Biriken’in başarmaya soyunduğu iş gerçekten zor ama tam da ihtiyaç duyduğumuz türden bir soru. Postmodernizmin kavramsal modası geçmişliği içinde algıyı işgal halleri sürerken, postmoderni kendi kavramlarıyla vurmak gibi bir işe soyunmuş adeta. Kitsch ‘in kör tutkusunun toplumsalı tokatladığı anları gören bir göz. Ancak kitsch’in şefkatsiz aczine yukarıdan bakmayan bir tavır seziliyor. Plastiğin işlevselliği içine örülmüş sahtelik, plastiğin suçu değil, plastikleşen bir dünyaya arkasını dönende çünkü. Tatyana sırtını dönmeyi reddettiği ölçüde yalnız ve aynı ölçüde keskin bir yargı iletiyor bizlere.

 “Aşkın ve adaletin olmadığı bir an” a kapatılan Tatyana, kopuşu, sahip çıktığı süreklilik içinde bir “ceza” ya dönüştürüyor. Kilisenin kurumsal gevezeliği içinde giderek artan ve kitschleşen süsleri, evlenmenin, mutlulukla ilişkisi olmayan, mülkleştirici bir acilci karar anı olarak inşa ettiği hücreler, yazarlığın yazmaktan en uzak kaldığı boşunalık hali, temsilin mümkünsüzlüğü ve de varoluşsal sırıtkanlığı içinde araçsallaşan akıl, tüm bu işlevsiz kalakalmışlıklarla hesaplaşma çabasında Biriken’in Tatyana’sı.
Düğün partisinin coşkusuz ve ilişkisiz, iliştirilmişliği, havuz partisinde, “boşluk”larının ağırlığı altında ezilen gölge insanların soluksuzluğuna bağlanıyor finalde. Plastik pet şişeden dökülen suyun sahiciliğinde bir plastik havuzun ima ettiği kitsch yaşamlarda gerçeklik duygusuna sahip olamamanın utancı yok mu biraz da?
Tatyana, gülerek tokatladığı her bir yaşamı kendine döndürebilse de gidilecek bir yol olmadığını da kendi ölümüyle fısıldıyor. Bir ölüm, seçilmiş ve duyurulan-gösterilen bir ölüm ise, bunda bir ders yok mu? Ve bu dersin tek kişilik olmadığı da açık değil mi?

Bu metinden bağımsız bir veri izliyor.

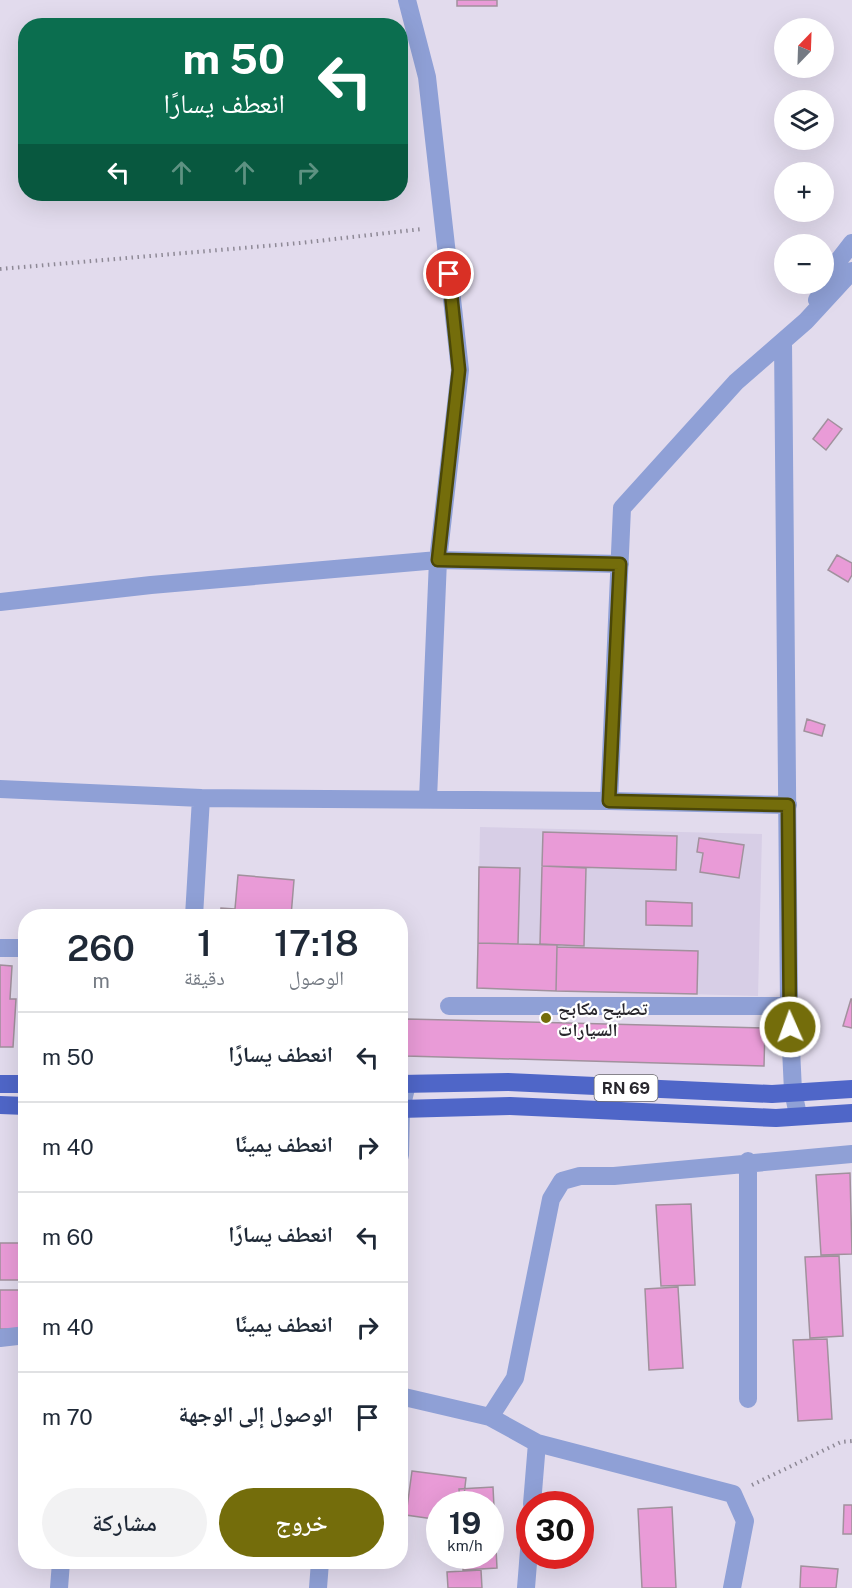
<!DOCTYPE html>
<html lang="ar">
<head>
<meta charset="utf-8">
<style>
	:root { --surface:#fff; --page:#f2f2f3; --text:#1f2937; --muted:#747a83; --line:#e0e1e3; --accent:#746d0b }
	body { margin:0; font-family:"Public Sans","Noto Naskh Arabic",sans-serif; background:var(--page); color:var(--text); direction:rtl; height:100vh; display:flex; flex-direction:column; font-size:22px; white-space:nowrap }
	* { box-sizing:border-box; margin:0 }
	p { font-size:20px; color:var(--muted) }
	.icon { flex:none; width:33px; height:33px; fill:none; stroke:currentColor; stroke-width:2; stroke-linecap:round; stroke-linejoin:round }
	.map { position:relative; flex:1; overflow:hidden; direction:ltr }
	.drawer { position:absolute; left:18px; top:909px; width:390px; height:660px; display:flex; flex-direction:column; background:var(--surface); border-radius:24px; box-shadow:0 6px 24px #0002; direction:rtl }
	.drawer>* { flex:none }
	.top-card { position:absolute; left:18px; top:18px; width:390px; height:183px; border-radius:24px; box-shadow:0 6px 24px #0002; direction:rtl; background:#0b6e4f; color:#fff; overflow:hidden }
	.needle { width:39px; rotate:23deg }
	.controls { position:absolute; left:774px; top:18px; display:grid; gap:12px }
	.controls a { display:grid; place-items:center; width:60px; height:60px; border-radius:50%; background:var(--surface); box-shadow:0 6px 24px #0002; font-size:30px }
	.speed { position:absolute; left:426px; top:1491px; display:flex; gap:12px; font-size:30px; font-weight:700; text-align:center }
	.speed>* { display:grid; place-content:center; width:78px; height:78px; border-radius:50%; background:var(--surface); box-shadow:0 6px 24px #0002; line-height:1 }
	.speed small { font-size:15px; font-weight:400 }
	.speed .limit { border:9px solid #d22; background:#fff; color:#111 }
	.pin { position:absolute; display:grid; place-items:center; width:51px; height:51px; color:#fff; margin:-26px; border:3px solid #fff; border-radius:50%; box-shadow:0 2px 6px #0007 }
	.me { position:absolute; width:66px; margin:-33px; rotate:358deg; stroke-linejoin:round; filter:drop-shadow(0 0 4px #0008) }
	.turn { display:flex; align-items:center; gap:21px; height:126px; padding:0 24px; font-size:27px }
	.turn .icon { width:78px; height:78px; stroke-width:2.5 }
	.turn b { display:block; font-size:42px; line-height:51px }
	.lanes { display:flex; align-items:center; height:57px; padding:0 24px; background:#0003; justify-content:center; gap:30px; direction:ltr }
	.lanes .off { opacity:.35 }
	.eta { display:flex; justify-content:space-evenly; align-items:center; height:102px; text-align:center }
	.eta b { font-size:36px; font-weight:600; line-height:42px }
	.action { display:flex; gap:12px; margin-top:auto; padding:12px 24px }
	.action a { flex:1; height:69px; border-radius:36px; background:var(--accent); color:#fff; font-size:24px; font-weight:600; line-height:69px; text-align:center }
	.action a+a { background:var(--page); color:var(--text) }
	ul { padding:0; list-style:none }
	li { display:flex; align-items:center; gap:18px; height:90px; padding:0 24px; border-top:2px solid var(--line) }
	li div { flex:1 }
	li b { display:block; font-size:22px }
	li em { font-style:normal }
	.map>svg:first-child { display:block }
	.built { fill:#d7cee6 }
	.building { fill:#e99bd7; stroke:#a1919d; stroke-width:1.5 }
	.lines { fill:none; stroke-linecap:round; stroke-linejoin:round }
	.path { stroke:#8e8996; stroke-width:4; stroke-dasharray:1.5 4.5; stroke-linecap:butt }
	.minor { stroke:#8fa0d6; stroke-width:18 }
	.major { stroke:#4f66c8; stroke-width:18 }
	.route-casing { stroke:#4b4707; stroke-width:15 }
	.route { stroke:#746d0b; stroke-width:10 }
	.poi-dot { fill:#746d0b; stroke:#fff; stroke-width:2 }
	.labels { text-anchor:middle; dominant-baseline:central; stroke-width:4.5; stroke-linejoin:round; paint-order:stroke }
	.shield { fill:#fff; stroke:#69686c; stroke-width:1.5 }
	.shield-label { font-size:16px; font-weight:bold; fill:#29272d }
	.poi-label { font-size:18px; font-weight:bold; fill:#29272d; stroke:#fff; text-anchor:start }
</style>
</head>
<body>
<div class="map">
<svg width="852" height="1588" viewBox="0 0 852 1588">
	<rect width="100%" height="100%" fill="#e2dbed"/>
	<path class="built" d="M480 827 762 834 758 996 477 988Z"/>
	<path class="building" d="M457 0H497V6H457Z
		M828 419 842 429 826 450 813 439Z
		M837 555 852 563V575L848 582 828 570Z
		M807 719 825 725 822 736 804 731Z
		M543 832 677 836 676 870 542 866Z
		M699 838 744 845 739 878 700 872 703 853 697 852Z
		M542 866 586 868 584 946 540 944Z
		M479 867 520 868 518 944 478 943Z
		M238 875 294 880 291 916H220L221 908 235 909Z
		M646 901 692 903V926L646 925Z
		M478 943 557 945 556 991 477 988Z
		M557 947 698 951 697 994 556 991Z
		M0 965 12 966 10 999H16L13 1047H0Z
		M851 999H852V1028L843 1026Z
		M407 1019 765 1028 764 1066 406 1056Z
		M850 1173 852 1254 821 1255 816 1175Z
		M691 1204 695 1285 661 1286 656 1205Z
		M0 1243H26V1280H0Z
		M839 1256 843 1336 810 1338 805 1257Z
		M678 1287 683 1368 649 1370 645 1289Z
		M0 1290H26V1329H0Z
		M827 1339 832 1419 798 1421 793 1340Z
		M412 1471 466 1478 463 1504H440V1520L406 1515Z
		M493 1487 497 1568 463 1570V1556H490V1504H460L459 1489Z
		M844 1505H852V1534H843Z
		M672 1507 676 1588H642L638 1509Z
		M801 1566 838 1569 836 1588H800Z
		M481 1570 482 1588H448L447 1572Z"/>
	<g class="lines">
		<path class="path" d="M0 269 300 243 422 229
			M752 1485 841 1442 852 1441"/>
		<path class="minor" d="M407 0 427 77 460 370 438 560 620 564
			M817 300 835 265 852 243
			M783 341 789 1006 793 1091 798 1115
			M0 602 151 585 438 560 428 799
			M0 789 201 798
			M609 801 788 805
			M194 916 201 798 609 801 622 508 736 382 806 321 852 271
			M0 948H26
			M449 1006H789
			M400 1155 401 1109 407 1084
			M748 1161V1399
			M0 1338 26 1335
			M400 1396 490 1417 537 1443 733 1494 745 1521 732 1588
			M490 1417 515 1378 551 1199 562 1181 580 1176H614L852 1154
			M532 1504 537 1443
			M59 1588 61 1562
			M318 1588 320 1562
			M526 1588 530 1538"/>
		<path class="major" d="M0 1084H26
			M400 1084 508 1082 772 1094 852 1089
			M0 1105 26 1106
			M400 1109 510 1106 776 1118 852 1113"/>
	</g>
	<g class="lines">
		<g class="route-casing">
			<path id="route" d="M449 274 459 370 438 560 620 564 609 801 788 805 790 1027"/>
		</g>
		<use href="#route" class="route"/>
	</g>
	<circle class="poi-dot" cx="546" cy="1018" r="6"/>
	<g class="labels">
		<rect class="shield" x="594.5" y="1075" width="63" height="26" rx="4.5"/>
		<g class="shield-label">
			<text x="626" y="1088">RN 69</text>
		</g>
		<g class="poi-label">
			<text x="558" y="1008">تصليح مكابح<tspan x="558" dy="21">السيارات</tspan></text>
		</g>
	</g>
</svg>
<div class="controls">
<a><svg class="needle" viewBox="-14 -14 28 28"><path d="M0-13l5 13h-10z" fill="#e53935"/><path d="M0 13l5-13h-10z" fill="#747a83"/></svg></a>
<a><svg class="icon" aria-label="layers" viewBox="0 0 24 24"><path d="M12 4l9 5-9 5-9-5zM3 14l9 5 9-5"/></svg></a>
<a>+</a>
<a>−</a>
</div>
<div class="speed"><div>19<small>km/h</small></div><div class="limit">30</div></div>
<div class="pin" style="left:449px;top:274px;background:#d93025"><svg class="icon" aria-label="arrive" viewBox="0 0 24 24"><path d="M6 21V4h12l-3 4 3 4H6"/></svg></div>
<svg class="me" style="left:790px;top:1027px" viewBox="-20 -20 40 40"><circle r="17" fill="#746d0b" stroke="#fff" stroke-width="3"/><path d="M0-11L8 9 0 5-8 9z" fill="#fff"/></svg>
<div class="top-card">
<div class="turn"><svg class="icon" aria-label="left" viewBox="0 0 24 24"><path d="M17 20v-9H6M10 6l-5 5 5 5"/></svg><div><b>50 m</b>انعطف يسارًا</div></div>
<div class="lanes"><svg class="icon" aria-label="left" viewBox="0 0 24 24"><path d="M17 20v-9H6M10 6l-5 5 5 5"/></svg><svg class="icon off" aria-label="ahead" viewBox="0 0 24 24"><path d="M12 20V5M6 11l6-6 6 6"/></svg><svg class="icon off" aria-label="ahead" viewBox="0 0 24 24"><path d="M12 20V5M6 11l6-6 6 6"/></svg><svg class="icon off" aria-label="right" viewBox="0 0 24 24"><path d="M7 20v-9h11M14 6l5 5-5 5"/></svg></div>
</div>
<section class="drawer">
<div class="eta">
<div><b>17:18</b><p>الوصول</p></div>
<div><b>1</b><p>دقيقة</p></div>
<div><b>260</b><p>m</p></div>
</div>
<ul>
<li><svg class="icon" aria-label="left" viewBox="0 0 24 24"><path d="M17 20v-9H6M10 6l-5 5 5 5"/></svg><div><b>انعطف يسارًا</b></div><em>50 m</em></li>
<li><svg class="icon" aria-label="right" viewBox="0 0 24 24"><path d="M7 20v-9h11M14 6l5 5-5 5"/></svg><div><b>انعطف يمينًا</b></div><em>40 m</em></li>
<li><svg class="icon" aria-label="left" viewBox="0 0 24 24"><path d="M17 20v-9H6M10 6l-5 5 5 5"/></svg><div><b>انعطف يسارًا</b></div><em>60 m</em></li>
<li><svg class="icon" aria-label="right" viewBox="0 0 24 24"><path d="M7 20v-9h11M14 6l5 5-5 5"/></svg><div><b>انعطف يمينًا</b></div><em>40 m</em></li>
<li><svg class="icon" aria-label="arrive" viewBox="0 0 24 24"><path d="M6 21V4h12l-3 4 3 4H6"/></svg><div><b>الوصول إلى الوجهة</b></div><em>70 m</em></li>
</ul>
<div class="action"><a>خروج</a><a>مشاركة</a></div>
</section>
</div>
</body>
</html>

İlişkilerde ve somut mekanda dahi yerinde duramayan, sürekli gezinen, AVM gezgini ve düşten yoksun gölgeler, sürekli bir “parti” kalabalığının ayak üstülüğüne kapanmışlardır. Her şeyin ayak üstü, her konuşmanın sayıklama olarak kurgulandığı sahneler aynı zamanda “moda”laştırılan kent ve sanat yaşamının büyük-görsel ve içeriksiz podyumu olarak düşünülmüş. Yerinde duramayan rahatsız gölgelerin kendilerinde kalamama halleri sürekli bir dışarıyı arzulamalarındaki, yine, sürekli bir “görünme-gösterme-duyurma” iştahlarındaki ölçüsüzlüğü açığa vuruyor oyun boyunca.
Gerçekliği kurmak için ödev olsun Tatyana’nın ölüm sözü. Yankılamıyorsak, yeniden ve birlikte üretmiyorsak, gerçek bir sözümüz yoksa, anlama dair bir kaygı duyamıyorsak eğer, direnmenin ruhu kovalasın bizi. Kral Hamlet gibi girsin gecemize, kabusumuz olsun yitenlerin adalet arzusu.